# Mineral Deficiences and Livestock (& Humans Also)



## Ken Scharabok (May 11, 2002)

If you subscribe to Countryside and Small Stock Journal, be sure to read the letter on page 14-15, "Lack of minerals may be our downfall". The gist of the letter is mineral deficiences are the cause of many of the illnesses in both man and livestock.

Some examples During WW-II the rejection rate for Southern draftees was much higher than those from the North. This was attributed to a general lack of calcium in their diet. The area which roughly includes the states along the western U.S./Canadian border and around the Great Lakes were known as "The Goiter Belt", due to a lack of iodine in the soil. This is the primary reason iodine is added to table salt. Some Gulf Coast states have soils deficient in selenium. In New Zealand rock salt is spread on pastures. Animals eating dirt or unusual things is usually a sign of a raging mineral deficiency.

Some years ago I told Jd (former editor of CS&SSJ) of a story I had heard where deer in England were observed catching and eating rabbits. He challanged me to prove it and I did find a reference in his extensive library of deer being observed catching and eating fish. On the England story, I believed then, and still do, the deer were seeking calcium. It is not beyond reason they started by eating rabbit skeletons and then associated the skeletons with the live rabbits. It only takes one to start a pattern.

Trace minerals can be provided to livestock in block salt or added to mixed feed*. For humans there are one-a-day vitamin and mineral tablets. As I noted in another post, if a bottle calf isn't doing well, consider adding a crushed up child's multi-vitamin and mineral tablet to the milk replacer.

*That's one of the reasons I have square baled hay finely chopped and mixed with ground/chrushed corn, dried molasses, salt and pasture minerals for my weaned calves.

When you have soil tests done on your fields, pastures or garden, pay the extra to have the trace mineral analysis done also. Almost all soil in the U.S. now needs supplemental calcium (crushed limestone) and may need more than just NPK also.

Ken S. in WC TN


----------



## wr (Aug 10, 2003)

Ken, I will look for the article. I attended a seminar put on by a vet from Saskatchewan and that was the topic. The sad thing is that the people that beleive in it do it and keep reseaching and those that don't just refuse to change. It's gotten worse up here because since BSE, the price of cattle has dropped dramatically so people are cutting costs and others beleive that they can sell their cattle as BSE Free because they haven't put anything into them. With mineral, our calving goes well and our calves seem healthier and so are the horses. My first experience with trace minerals was when we imported cattle from Colorado, late in the year and we found out at calving time that the area they originated was selenium deficient.


----------



## Ken Scharabok (May 11, 2002)

When I buy a load of new cattle I leave them in the corral for a couple of days to settle down.

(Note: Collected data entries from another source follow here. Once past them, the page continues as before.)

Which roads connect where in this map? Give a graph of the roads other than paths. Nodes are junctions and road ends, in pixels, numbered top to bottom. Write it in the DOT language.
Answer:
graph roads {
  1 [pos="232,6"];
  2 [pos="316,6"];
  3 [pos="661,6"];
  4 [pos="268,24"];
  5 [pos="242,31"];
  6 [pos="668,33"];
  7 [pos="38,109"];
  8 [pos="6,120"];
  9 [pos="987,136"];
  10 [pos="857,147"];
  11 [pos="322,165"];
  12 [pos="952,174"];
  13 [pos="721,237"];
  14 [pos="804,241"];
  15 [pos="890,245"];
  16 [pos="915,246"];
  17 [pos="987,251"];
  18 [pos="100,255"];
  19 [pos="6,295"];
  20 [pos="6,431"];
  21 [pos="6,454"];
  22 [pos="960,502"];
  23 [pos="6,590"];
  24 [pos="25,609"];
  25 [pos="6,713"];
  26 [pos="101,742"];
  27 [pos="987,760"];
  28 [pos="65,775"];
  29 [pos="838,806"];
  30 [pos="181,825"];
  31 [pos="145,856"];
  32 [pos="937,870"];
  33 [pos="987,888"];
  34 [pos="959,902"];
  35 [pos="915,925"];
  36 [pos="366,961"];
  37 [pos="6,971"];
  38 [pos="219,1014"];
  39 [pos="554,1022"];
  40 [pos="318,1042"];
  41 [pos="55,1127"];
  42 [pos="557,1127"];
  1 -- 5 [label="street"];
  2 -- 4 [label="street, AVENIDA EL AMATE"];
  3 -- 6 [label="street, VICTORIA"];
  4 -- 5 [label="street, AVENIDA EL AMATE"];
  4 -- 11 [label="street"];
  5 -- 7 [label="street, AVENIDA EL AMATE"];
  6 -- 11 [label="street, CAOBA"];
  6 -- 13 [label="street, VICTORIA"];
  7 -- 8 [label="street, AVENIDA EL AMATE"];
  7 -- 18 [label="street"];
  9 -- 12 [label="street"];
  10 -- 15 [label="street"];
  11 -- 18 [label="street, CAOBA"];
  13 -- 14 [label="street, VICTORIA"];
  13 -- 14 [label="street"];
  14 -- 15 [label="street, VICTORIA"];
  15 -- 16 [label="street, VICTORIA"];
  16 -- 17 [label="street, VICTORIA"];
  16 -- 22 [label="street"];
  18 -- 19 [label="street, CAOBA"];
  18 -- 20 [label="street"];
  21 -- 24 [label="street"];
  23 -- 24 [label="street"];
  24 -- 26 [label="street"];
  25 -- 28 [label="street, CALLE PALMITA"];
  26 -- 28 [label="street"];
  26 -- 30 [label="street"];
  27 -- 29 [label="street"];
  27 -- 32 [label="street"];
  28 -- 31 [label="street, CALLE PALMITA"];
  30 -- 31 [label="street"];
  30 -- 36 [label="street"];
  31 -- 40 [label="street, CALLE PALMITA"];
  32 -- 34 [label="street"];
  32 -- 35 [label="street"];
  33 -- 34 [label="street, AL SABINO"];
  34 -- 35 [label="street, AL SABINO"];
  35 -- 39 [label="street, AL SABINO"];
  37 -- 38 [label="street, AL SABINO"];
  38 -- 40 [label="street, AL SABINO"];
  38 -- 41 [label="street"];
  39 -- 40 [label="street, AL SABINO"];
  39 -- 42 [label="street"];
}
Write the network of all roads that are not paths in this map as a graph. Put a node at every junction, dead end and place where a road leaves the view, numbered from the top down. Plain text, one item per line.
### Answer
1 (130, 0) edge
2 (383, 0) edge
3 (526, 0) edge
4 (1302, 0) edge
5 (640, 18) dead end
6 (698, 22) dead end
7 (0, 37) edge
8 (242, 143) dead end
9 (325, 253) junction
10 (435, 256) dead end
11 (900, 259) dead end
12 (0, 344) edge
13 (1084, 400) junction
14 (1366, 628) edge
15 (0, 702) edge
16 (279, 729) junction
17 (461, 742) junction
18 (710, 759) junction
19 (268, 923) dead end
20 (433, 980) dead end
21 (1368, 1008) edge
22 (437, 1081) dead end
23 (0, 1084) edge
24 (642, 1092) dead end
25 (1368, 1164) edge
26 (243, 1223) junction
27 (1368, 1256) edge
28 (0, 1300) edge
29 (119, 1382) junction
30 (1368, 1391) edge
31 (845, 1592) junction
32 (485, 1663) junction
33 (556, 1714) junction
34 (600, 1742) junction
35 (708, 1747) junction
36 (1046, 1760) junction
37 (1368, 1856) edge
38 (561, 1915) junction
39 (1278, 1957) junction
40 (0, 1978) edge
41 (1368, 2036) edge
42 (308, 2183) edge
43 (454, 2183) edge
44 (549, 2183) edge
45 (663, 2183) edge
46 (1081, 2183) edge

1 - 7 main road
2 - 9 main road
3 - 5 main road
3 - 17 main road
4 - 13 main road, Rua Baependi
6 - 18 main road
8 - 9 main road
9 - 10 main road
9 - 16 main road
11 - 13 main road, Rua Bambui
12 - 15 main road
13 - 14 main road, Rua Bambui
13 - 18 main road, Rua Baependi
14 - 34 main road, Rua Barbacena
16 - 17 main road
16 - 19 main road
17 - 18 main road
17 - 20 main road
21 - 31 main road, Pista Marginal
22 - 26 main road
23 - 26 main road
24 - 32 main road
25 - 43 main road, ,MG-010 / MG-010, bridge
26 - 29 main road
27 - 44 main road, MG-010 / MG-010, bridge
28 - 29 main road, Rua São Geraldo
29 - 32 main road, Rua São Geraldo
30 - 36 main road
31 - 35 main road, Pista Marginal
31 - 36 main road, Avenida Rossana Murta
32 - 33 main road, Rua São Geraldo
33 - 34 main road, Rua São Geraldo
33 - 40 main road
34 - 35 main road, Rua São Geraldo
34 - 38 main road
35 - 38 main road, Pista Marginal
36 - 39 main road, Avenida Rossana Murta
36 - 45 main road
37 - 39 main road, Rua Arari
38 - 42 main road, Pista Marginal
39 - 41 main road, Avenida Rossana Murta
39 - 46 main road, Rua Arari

In it they have free access to a trace mineral salt block. Some spend a lot of time at the block. Perhaps they were salt deficient, but I suspect there was also a mineral deficiency there as well.

Received an e-mail from someone asking why their dogs were eating dirt - as in leaving a hole much like deer leave in the ground to get at a dissolved salt block. I adviser her to take the dogs to a vet and have them tested for a mineral deficiency. I suggested they also give them a candy-like childrens' multi-vitamin and mineral tablet a day (such as the Flintstone ones). They didn't update me on what they did.

Ken S. in WC TN


----------



## wr (Aug 10, 2003)

We always keep new cattle in and always keep mineral available but because of import/export laws they came up so darned close to calving that trace selenium wasn't enough for the calves. I recall that episode as being one of the worst times in the time I'd been involved in cattle. Deficient horses will also eat dirt. Trace mineral problems are bad at best but if you're in an extremely cold climate, it seems to magnify the problem.


----------



## Gary (May 10, 2002)

Alot of TM salt blocks for cattle are 96% salt so you really need to check out the ingredigents.I give the loose salt with 
kelp mixed with it for micro nutrients they wouldn't otherwise get


----------



## mysticokra (Feb 5, 2003)

Allan Nation has gleaned the experience of Gordon Hazard into his book "Pasture Profits with Stocker Cattle". There were several "mineral ideas" that seemed important.

1). Hunchbacks on older cows indicates low calcium or low selenium.

2). Animals low in selenium will scour. Strung out manure indicates low selenium.

3). Dung on the tail indicates worms.

4). Manure on each side of the butt indicates coccidiosis.

5). Lack of minerals can make animals wild and crazy.

6). Animals licking each other indicates a lack of sodium.

7). Animals developing an unusually large head indicates the need for cobalt.

8). A brown tinge to black hair indicates a lack of copper.


These are just a few of the goodies in the book. It's one of the few places I have found such practical experience gathered into one place.


----------



## Ken Scharabok (May 11, 2002)

Does anyone remember Joel Salatin's mix of loose salt, kelp and DE? I'm pretty sure the ratio is 3/2/1; respectively, but don't remember by weight or volume. He also provides Shaklee Basic H in their drinking water. The Salatins do not worm their cattle, but then they do have a closed herd so many not be bringing in problems.


----------



## Gary (May 10, 2002)

I'll ask Joel at the next VICFA meeting.In our beef cattle herd
in the last 30 years we have never wormed or had to give 
antibiotics,we raise our own replacement hefiers and only go
outside the herd for bulls.Plenty of good pasture thats not over grazed,a good mineral fed free choice and a plentiful supply
of good clean fresh water (something thats often overlooked)
are a receipe for healthy and profitable beef cattle herd.Also I've found that the quality of hay is not nearly as important as
giving them all they can eat in the winter.We also constantly
cull our herd of any problem cows that don't fit it into our management program.We have had brood cows that were productiive into their late teens


----------



## Jena (Aug 13, 2003)

I do not use trace mineral blocks. They are mostly salt and the minerals in them are not as easily absorbed by the animals. For salt, I buy salt blocks. 

For mineral, I buy a quality mineral mix, which varies by season and pasture. I have fescue pasture, so I use a fescue mix during grazing season. In fly season, I use the stuff with fly larvae inhibitor. In winter I use plain old mineral with vitamin ADE.

Check with your vet or feed store (I usually like vet's advice best, they aren't selling anything) to see what is the right mineral for your area, but don't depend on those trace mineral blocks to provide what your cattle need.

Jena


----------



## SHELBY (Mar 9, 2003)

does anyone know where I could get this book?


----------



## Ken Scharabok (May 11, 2002)

Allan Nation is editor of Stockman Grass Farmer and has written six books I know of Farm Fresh Direct Marketing Meats & Milk; Knowledge Rich Ranching; Pasture Profits With Stocker Cattle, Paddock Shift Changing views on grassland farming; Grass Farmers and Quality Pastures How to creat it, manage it and profit from it. All are available from their book store at 800-748-9808. A bit pricy as they are limited runs.

Ken S. in WC TN


----------